Il y a cependant en Israël des débats d’experts sur les solutions imaginables à l’impasse actuelle. Le maintien des Assad équivaut à une emprise renforcée de l’ennemi iranien aux portes du pays. Une division de la Syrie selon les lignes de partage ethnique serait très complexe à réaliser vu l’imbrication des populations. La dislocation de l’État syrien, à l’exemple du Sinaï ou de la Libye, installerait au nord d’Israël une guerre permanente entre les jihadistes salafistes et les “fous de Dieu” iraniens.

Israël n’a pas d’autre choix dans cet imbroglio, que d’être fort et vigilant.

5 – L’engagement franco-britannique

Dès que l’éventualité d’une action militaire américaine s’est précisée, le Royaume Uni et la France se sont déclarés favorable à une action directe. Ils disent en avoir été partisans depuis longtemps sans être écoutés. Ces deux pays avaient été déjà en pointe dans la guerre de Libye de 2011, les États-Unis se contentant alors de “diriger depuis l’arrière” selon une formule du président Obama qui passera à la postérité. Pourquoi ces positions en pointe?

La France et le Royaume Uni sont deux puissances d’importance secondaire qui bénéficient pour des raisons historiques d’un droit de veto au Conseil de Sécurité de l’ONU. Pour justifier leur statut de grand acteur de la communauté internationale, ces deux pays considèrent qu’ils ne peuvent être absents des grands évènements qui scandent l’histoire contemporaine. Et pour tirer parti de leur statut, ces deux pays mettent leur influence “disproportionnée” au service d’un grand acteur international et grand voisin, privé du même avantage, le monde arabe. C’est pour cela que les positions prises par les deux pays au Conseil de Sécurité donnent régulièrement satisfaction au point de vue arabe (quand il s’en dégage un, ce qui est le cas sur Israël généralement).

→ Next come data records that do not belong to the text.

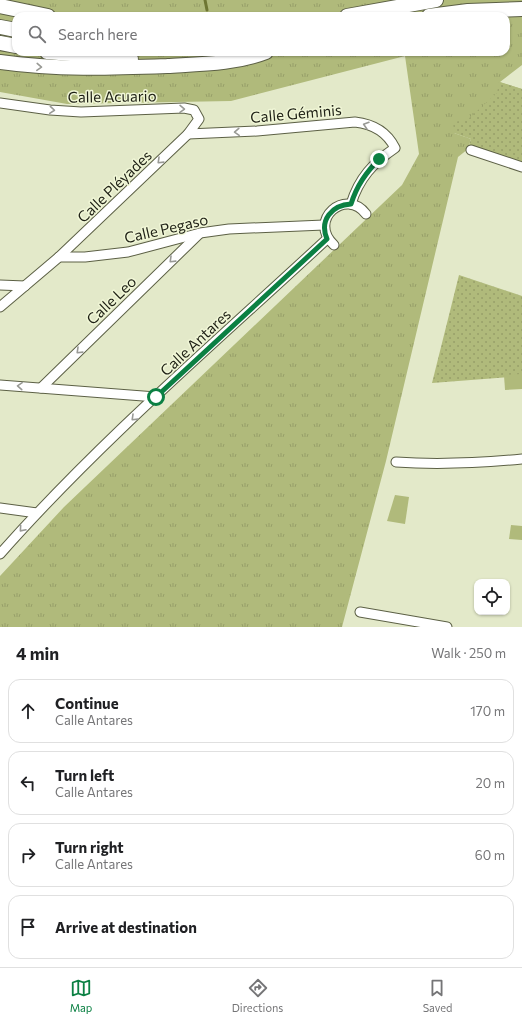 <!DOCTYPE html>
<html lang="en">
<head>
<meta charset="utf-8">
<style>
	body { margin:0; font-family:Commissioner,sans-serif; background:#f2f2f2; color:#202124 }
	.controls { position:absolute; right:12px; bottom:12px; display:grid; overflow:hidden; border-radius:8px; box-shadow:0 1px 3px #0004 }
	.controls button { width:36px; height:36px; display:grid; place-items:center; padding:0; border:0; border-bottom:1px solid #e0e0e0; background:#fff; color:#202124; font:20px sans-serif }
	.stop { position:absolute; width:12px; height:12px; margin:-9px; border:3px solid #0b8043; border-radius:50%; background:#fff }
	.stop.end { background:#0b8043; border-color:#fff; box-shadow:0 1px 4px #0008 }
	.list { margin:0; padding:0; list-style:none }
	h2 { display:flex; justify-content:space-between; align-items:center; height:52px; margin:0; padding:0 16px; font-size:17px }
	h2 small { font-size:13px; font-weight:400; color:#757577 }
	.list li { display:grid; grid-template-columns:26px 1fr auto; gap:12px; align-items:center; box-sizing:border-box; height:64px; margin:0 8px 8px; padding:0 8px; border:1px solid #e0e0e0; border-radius:12px }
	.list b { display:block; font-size:15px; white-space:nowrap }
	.list p { margin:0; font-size:13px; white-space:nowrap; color:#757577 }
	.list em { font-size:13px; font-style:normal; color:#757577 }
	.icon { flex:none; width:22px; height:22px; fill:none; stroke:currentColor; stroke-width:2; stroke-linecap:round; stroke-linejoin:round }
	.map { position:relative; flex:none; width:522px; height:627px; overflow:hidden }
	.search { position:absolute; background:#fff; box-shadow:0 1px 3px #0004; left:12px; right:12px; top:12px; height:44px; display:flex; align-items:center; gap:10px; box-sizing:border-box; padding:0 14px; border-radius:12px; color:#757577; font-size:15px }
	.sheet { height:340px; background:#fff }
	nav { display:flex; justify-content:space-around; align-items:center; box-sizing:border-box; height:56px; border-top:1px solid #e0e0e0; background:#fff; font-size:11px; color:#757577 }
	nav a { display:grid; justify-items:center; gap:2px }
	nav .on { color:#0b8043 }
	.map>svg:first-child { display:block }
	.grass { fill:url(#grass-tufts); fill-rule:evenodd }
	.park { fill:url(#park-dots) }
	.garden { fill:#b0ba7b }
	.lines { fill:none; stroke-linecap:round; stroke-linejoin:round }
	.stream { stroke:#6e7633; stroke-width:3 }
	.minor-casing { stroke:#5c6045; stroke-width:11 }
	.trunk-casing { stroke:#5c6045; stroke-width:16 }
	.minor { stroke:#fff; stroke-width:9 }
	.trunk { stroke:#fff; stroke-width:14 }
	.oneway { stroke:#999a95 }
	.route { stroke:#0b8043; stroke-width:5 }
	.labels { text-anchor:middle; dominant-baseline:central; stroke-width:3; stroke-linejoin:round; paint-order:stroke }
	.street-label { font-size:15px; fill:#1d1f14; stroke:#f0f6d6 }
</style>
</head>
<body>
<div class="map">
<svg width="522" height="627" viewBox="0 0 522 627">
	<defs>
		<pattern id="grass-tufts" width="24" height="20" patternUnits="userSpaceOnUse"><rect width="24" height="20" fill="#b0ba7b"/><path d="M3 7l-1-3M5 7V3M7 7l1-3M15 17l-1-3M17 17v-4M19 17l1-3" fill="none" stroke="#979f69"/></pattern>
		<pattern id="park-dots" width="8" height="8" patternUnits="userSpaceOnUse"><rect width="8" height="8" fill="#b0ba7b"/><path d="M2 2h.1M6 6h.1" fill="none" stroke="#979f69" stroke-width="1.8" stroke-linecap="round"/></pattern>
	</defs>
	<rect width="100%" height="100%" fill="#e3e9c9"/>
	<!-- grass -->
	<path class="grass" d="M0 0H522V65L500 82 522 89 454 133 471 139 468 149 458 157 386 461 342 627H0V576L64 507 402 185 419 154 405 56 231 101 67 104 0 92ZM16 16H506V52H16Z"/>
	<!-- park -->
	<g class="park">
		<polygon points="499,82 522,89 522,162 468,149 471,139 454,133 453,122 467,120 497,93"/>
		<polygon points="459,275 522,296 522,376 432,383"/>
	</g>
	<!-- garden -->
	<g class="garden">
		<polygon points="522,374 522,389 505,390 504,375"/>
		<polygon points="395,495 409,497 405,524 387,521"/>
		<polygon points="511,525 522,526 522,540 509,539"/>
	</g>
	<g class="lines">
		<!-- stream -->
		<polyline class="stream" points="205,0 207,10"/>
		<!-- minor casing -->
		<g class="minor-casing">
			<g id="minor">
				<polyline points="0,103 50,110 81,112 184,108 194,110 199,119 188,134 59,257"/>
				<path d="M188 134 257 131 355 122C373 124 387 132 395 148 373 163 359 178 351 204"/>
				<polyline points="471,150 522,167"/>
				<path d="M334 245C307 220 346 187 366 214"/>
				<polyline points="0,285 25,286"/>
				<polyline points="0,307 59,257 85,257 128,252 200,233 229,229 324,225"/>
				<polyline points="0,385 156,397"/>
				<polyline points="41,388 199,234"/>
				<path d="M396 462C438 465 480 463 522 459"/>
				<polyline points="0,508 37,513"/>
				<path d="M0 554C100 441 216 342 327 239"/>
				<polyline points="360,612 447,627"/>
			</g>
		</g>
		<!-- trunk casing -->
		<g class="trunk-casing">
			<g id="trunk">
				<polyline points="0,6 48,16"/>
				<polyline points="347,16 436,0"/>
				<polyline points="429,16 468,11 522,9"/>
				<polyline points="0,27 16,30"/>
				<polyline points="0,43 16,46"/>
				<polyline points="47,52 131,59"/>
				<path d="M0 62C55 70 111 68 167 66 200 64 235 64 266 52"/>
			</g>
		</g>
		<!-- minor -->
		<use href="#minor" class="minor"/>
		<!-- trunk -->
		<use href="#trunk" class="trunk"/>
	</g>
	<!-- one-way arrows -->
	<defs><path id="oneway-chevron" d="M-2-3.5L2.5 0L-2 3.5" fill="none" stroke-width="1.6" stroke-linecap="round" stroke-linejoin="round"/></defs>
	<g class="oneway">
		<use href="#oneway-chevron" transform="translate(39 67) rotate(3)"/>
		<use href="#oneway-chevron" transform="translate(182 109) rotate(1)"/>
		<use href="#oneway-chevron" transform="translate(52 110) rotate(5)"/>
		<use href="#oneway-chevron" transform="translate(366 125) rotate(-163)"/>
		<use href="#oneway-chevron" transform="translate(237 132) rotate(177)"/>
		<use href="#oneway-chevron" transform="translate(160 161) rotate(136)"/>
		<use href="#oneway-chevron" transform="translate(172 260) rotate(136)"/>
		<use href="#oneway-chevron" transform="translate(79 351) rotate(136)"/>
		<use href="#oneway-chevron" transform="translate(20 386) rotate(-176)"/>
		<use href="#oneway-chevron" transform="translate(134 418) rotate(136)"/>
		<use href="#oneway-chevron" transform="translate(22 529) rotate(131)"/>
	</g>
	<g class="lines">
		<!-- route -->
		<path class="route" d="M156 397 327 239C319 220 332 205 351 204 357 185 366 173 379 159"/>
	</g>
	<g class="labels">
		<!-- street labels -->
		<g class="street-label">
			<text transform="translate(112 96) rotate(-1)">Calle Acuario</text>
			<text transform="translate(296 113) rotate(-5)">Calle Géminis</text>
			<text transform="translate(114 186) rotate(-44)">Calle Pléyades</text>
			<text transform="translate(166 228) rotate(-13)">Calle Pegaso</text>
			<text transform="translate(111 300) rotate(-44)">Calle Leo</text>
			<text transform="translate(195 342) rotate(-43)">Calle Antares</text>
		</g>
	</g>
</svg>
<div class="controls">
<button><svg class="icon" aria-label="locate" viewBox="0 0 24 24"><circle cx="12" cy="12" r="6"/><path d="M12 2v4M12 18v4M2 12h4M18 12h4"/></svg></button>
</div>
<div class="stop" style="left:156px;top:397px"></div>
<div class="stop end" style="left:379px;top:159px"></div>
<div class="search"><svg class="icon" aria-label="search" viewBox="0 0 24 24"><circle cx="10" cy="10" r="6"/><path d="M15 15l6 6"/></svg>Search here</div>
</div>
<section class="sheet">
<h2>4 min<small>Walk · 250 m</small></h2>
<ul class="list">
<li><svg class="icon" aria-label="ahead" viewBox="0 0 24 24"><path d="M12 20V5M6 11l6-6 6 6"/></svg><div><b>Continue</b><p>Calle Antares</p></div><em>170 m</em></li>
<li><svg class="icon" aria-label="left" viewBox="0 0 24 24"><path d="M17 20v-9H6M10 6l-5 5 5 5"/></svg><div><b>Turn left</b><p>Calle Antares</p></div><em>20 m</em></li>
<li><svg class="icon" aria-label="right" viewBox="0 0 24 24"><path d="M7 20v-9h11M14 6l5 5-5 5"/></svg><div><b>Turn right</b><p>Calle Antares</p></div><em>60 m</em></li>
<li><svg class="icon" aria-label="arrive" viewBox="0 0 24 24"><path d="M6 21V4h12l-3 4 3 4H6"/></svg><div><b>Arrive at destination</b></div></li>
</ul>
</section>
<nav>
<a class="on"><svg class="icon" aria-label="map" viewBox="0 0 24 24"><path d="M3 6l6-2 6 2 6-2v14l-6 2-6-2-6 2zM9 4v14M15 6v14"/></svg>Map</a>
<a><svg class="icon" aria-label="directions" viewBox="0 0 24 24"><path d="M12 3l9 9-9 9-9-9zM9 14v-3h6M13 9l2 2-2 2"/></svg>Directions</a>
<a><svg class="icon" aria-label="saved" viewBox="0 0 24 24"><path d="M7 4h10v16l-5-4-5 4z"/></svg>Saved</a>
</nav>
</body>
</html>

Pour bénéficier des avantages de “l’amitié arabe” (pétrole, marchés, finances), avant tout celle de l’Arabie saoudite, des Émirats et autres États du Golfe, et se rapprocher de la Turquie, la France et le Royaume Uni appuient dès 2011 la politique saoudienne en Syrie, et tentent de forcer la main à l’oncle Sam “fatigué” de faire la guerre. Bien naturellement, les deux États se sont déclarés immédiatement volontaires pour une intervention en Syrie aux cotés des Américains, avant que le Parlement britannique n’appose son veto. La France a continué à communiquer seule sur un ton martial, sans faiblir, jusqu’à sombrer dans le ridicule quand Obama a décidé sans crier gare de faire un virage à 180° et d’enterrer les frappes annoncées.

6 – Le positionnement des opinions publiques

Dans le monde arabe : l’opposition à toute intrusion militaire occidentale, de toute nature, est irréductible. La haine de l’Occident est sans limites (base religieuse, conflit de civilisation, décennies de propagande). Au point que la Ligue arabe doit déguiser sa demande d’intervention par des déclarations de neutralité feintes.

En Occident : le refus d’une intervention est très majoritaire, et croissant malgré les efforts d’Obama, de Kerry et de Hollande. Pourquoi ?

• Les buts de guerre ne semblent pas clairs, et la région fait l’effet d’un marécage insondable et sanglant. Les deux camps en présence sont perçus comme égaux en violence et en sauvagerie. Pas question donc pour l’opinion de s’enliser dans un tel bourbier après les échecs en Irak et en Afghanistan;
• Les priorités écrasantes aux yeux de tous sont le chômage, le niveau de vie, la fiscalité et la menace de crash économique : dans ce contexte l’intervention en Syrie est perçue comme une diversion de plus des politiciens;
• Les gouvernants impliqués au premier chef, Obama et Hollande, ont une image particulièrement altérée. La majorité n’est absolument pas prête à faire confiance à ces dirigeants insaisissables, tenant un discours moral qui sonne faux.
Cette incapacité des dirigeants européens et américains à convaincre l’opinion est le signe d’un clivage inédit et hautement préoccupant entre les peuples et leur leadership actuel en Occident.

7 – Qui sont les rebelles syriens?

Pour simplifier on distingue généralement deux grandes catégories de rebelles syriens:

• les “modérés”: ils rassemblent des sunnites issus des défections du régime de Assad, des “laïcs” syriens, mais aussi des islamistes opposés à Al Qaeda comme les Frères musulmans. Ils œuvrent sein du Front islamique de Libération de la Syrie. 20 unités militaires de ce Front seraient loyales au Conseil Militaire Suprême du général Salim Idriss soutenu par l’Occident. Ce dernier contrôlerait de puissantes brigades autour de Damas et d’Alep (Liwa al-IslamBrigades, Tawid Brigades, Farouq Brigades)

• les “islamistes” salafistes dont les figures de proue sont le mouvement Jabhat al-Nusra et l’ISIS (Islamic State in Iraq and Syria), des expressions locales d’al Qaeda, loyales à Ayman al-Zawahiri, le successeur de Ben Laden.

On se demande ensuite qui des deux catégories, modérés ou islamistes, pourrait l’emporter. L’enjeu de cette question est décisif. Si les modérés dominent la rébellion, l’Occident peut éventuellement miser sur elle, même avec des réticences. Si ce sont les jihadistes, l’Occident devrait s’abstenir. Les Européens affichent leur conviction que les “modérés” sont hégémoniques. Ils approuvent donc majoritairement les livraisons d’armes aux rebelles dès juin 2013 à Doha. Les partisans américains d’une intervention, comme John McCain, vont dans le même sens en gommant énergiquement l’évidence de leur radicalisme.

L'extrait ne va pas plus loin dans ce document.